By this I mean, you should train them to believe what you say. You should try to make them feel confidence in your judgment, and respect your opinions, as better than their own. You should cause them to think that, when you say a thing is bad for them, it must be bad, and when you say it is good for them, it must be good; that your knowledge, in short, is better than their own, and that they may rely implicitly on your word. Teach them to feel that what they do not know now, they will probably know later, and to be satisfied there is a reason for everything you require them to do.
Who can describe the blessedness of a real spirit of faith? Or rather, who can tell the misery that unbelief has brought on the world? Unbelief made Eve eat the forbidden fruit—she doubted the truth of God’s word: “You will surely die.” Unbelief made the old world reject Noah’s warning, and so perish in their sin. Unbelief kept Israel in the wilderness—it was the barricade that kept them from entering the promised land. Unbelief made the Jews crucify the Lord of glory—they did not believe the voice of Moses and the prophets, even though they were read to them every day. And unbelief is the reigning sin of man’s heart down to this very hour—unbelief in God’s promises—unbelief in God’s wrath and discipline—unbelief in our own sinfulness—unbelief in our own danger—unbelief in everything that runs counter to the pride and worldliness of our evil hearts. Your training of your children is worth very little if you do not train them to have a habit of implicit faith—faith in their parents’ word, confidence that what their parents say must be right.
I have heard it said by some, that you should require nothing of children which they cannot understand, and that you should explain and give a reason for everything you desire them to do. I solemnly warn you against such a notion. I tell you plainly, I think it is an unsound and corrupt principle. No doubt it is absurd to make a mystery of everything you do, and there are many things which it is good to explain to children, in order that they may see that what we say is reasonable and wise. But to bring them up with the idea that they must take nothing on trust, that they, with their weak and imperfect comprehension, must have the ” why ” and the “wherefore” made clear to them at every step they take—this is indeed a fearful mistake, and likely to have the worst effect on their minds.
At certain times, if you are so inclined, reason with your child, but never forget to keep in mind (if you really love him) that he is only a child—that he thinks as a child, he understands as a child, and therefore must not always expect to know the reason for everything.
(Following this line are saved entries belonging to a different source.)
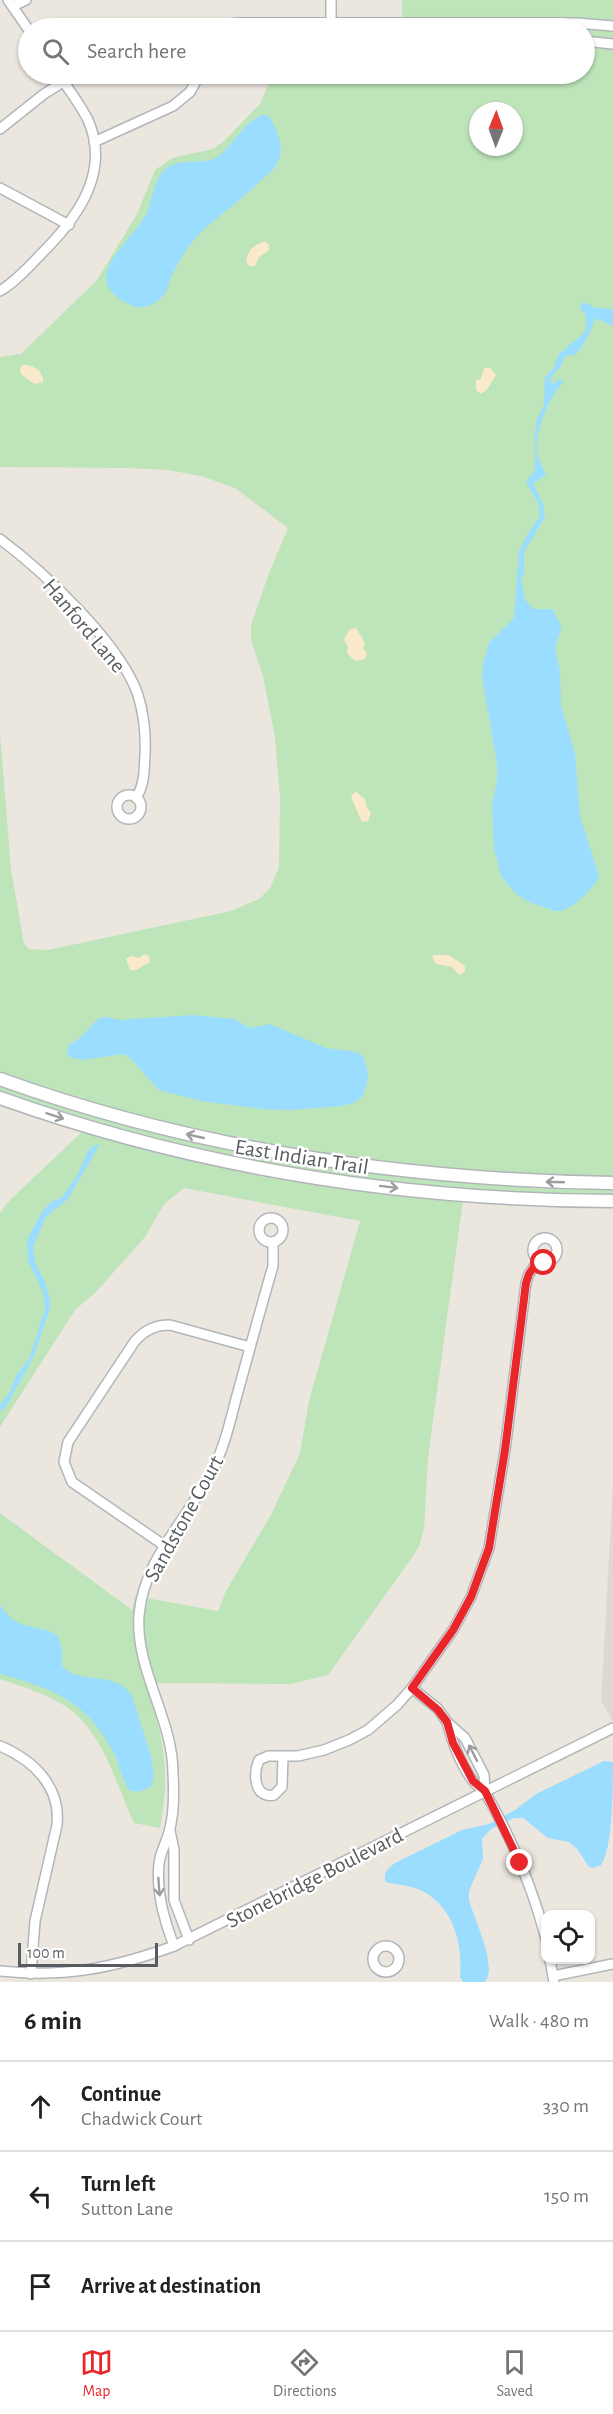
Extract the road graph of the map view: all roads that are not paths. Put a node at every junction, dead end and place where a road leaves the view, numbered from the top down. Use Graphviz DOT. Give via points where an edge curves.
graph roads {
  1 [pos="26,0"];
  2 [pos="331,0"];
  3 [pos="11,3"];
  4 [pos="21,18"];
  5 [pos="331,18"];
  6 [pos="595,25"];
  7 [pos="613,26"];
  8 [pos="595,42"];
  9 [pos="613,44"];
  10 [pos="53,84"];
  11 [pos="65,84"];
  12 [pos="194,84"];
  13 [pos="0,129"];
  14 [pos="94,142"];
  15 [pos="0,188"];
  16 [pos="69,225"];
  17 [pos="0,291"];
  18 [pos="0,539"];
  19 [pos="136,798"];
  20 [pos="0,1079"];
  21 [pos="0,1098"];
  22 [pos="613,1184"];
  23 [pos="613,1201"];
  24 [pos="273,1242"];
  25 [pos="538,1261"];
  26 [pos="250,1347"];
  27 [pos="165,1546"];
  28 [pos="412,1688"];
  29 [pos="613,1728"];
  30 [pos="0,1746"];
  31 [pos="283,1757"];
  32 [pos="485,1791"];
  33 [pos="170,1831"];
  34 [pos="541,1923"];
  35 [pos="189,1940"];
  36 [pos="174,1946"];
  37 [pos="551,1964"];
  38 [pos="613,1964"];
  39 [pos="0,1971"];
  40 [pos="384,1971"];
  41 [pos="31,1974"];
  42 [pos="554,1979"];
  43 [pos="383,1982"];
  1 -- 3 [label="street"];
  2 -- 5 [label="street"];
  3 -- 4 [label="street"];
  6 -- 7 [label="street"];
  8 -- 9 [label="street"];
  10 -- 13 [label="street"];
  11 -- 14 [label="street" via="87,119"];
  12 -- 14 [label="street" via="173,106"];
  14 -- 16 [label="street" via="91,181"];
  15 -- 16 [label="street"];
  16 -- 17 [label="street" via="14,283"];
  18 -- 19 [label="street, Hanford Lane" via="74,605 132,682 146,732 144,778"];
  22 -- 20 [label="main road, East Indian Trail, one-way" via="422,1173 280,1154 136,1121"];
  21 -- 23 [label="main road, East Indian Trail, one-way" via="151,1143 276,1171 432,1192"];
  24 -- 26 [label="street, Sandstone Court" via="273,1266"];
  25 -- 28 [label="street" via="526,1283 489,1548 471,1597 453,1630"];
  26 -- 27 [label="street, Sandstone Court" via="219,1458 203,1490"];
  26 -- 27 [label="street" via="170,1325 143,1332 68,1442 64,1462 72,1482"];
  27 -- 33 [label="street, Sandstone Court" via="148,1577 139,1624 144,1659 170,1741"];
  28 -- 31 [label="street" via="379,1722 359,1735 324,1750"];
  28 -- 32 [label="street" via="447,1722 473,1781"];
  29 -- 32 [label="street, Stonebridge Boulevard"];
  30 -- 41 [label="street" via="22,1757 42,1775 53,1793 57,1811 35,1922"];
  31 -- 31 [label="street" via="259,1760 256,1784 265,1796 274,1795 282,1787"];
  32 -- 34 [label="street" via="530,1888"];
  32 -- 35 [label="street, Stonebridge Boulevard"];
  33 -- 35 [label="street, Sandstone Court" via="174,1900"];
  33 -- 36 [label="street, Sandstone Court, one-way" via="159,1861 159,1892"];
  35 -- 36 [label="street, Stonebridge Boulevard"];
  36 -- 41 [label="street, Stonebridge Boulevard" via="122,1964 86,1971"];
  37 -- 42 [label="street"];
  38 -- 42 [label="street"];
  39 -- 41 [label="street, Stonebridge Boulevard"];
  40 -- 43 [label="street"];
}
Set before him the example of Isaac, in the day when Abraham took him to offer him as a sacrifice on Mount Moriah [Genesis 22]. Isaac asked his father a simple question, “Where is the lamb for the burnt offering?” and he got no answer but this, “Abraham answered, “God himself will provide the lamb.” How, or where, or when, or in what manner, or by what means—all this Isaac was not told; but the answer was enough. He believed that it would all be okay, because his father said so, and he was content.
Also, tell your children, that we must all be learners in all of our beginnings, that there is an alphabet to be mastered in every kind of knowledge—that the best horse in the world once needed to be broken—that a day will come when they will see the wisdom of all your training. But in the meantime if you say a thing is right, it must be enough for them—they must believe you, and be content.
Parents, if any point in training is important, it is this. I charge you by the love that you have for your children, use every means to train them to have a habit of faith.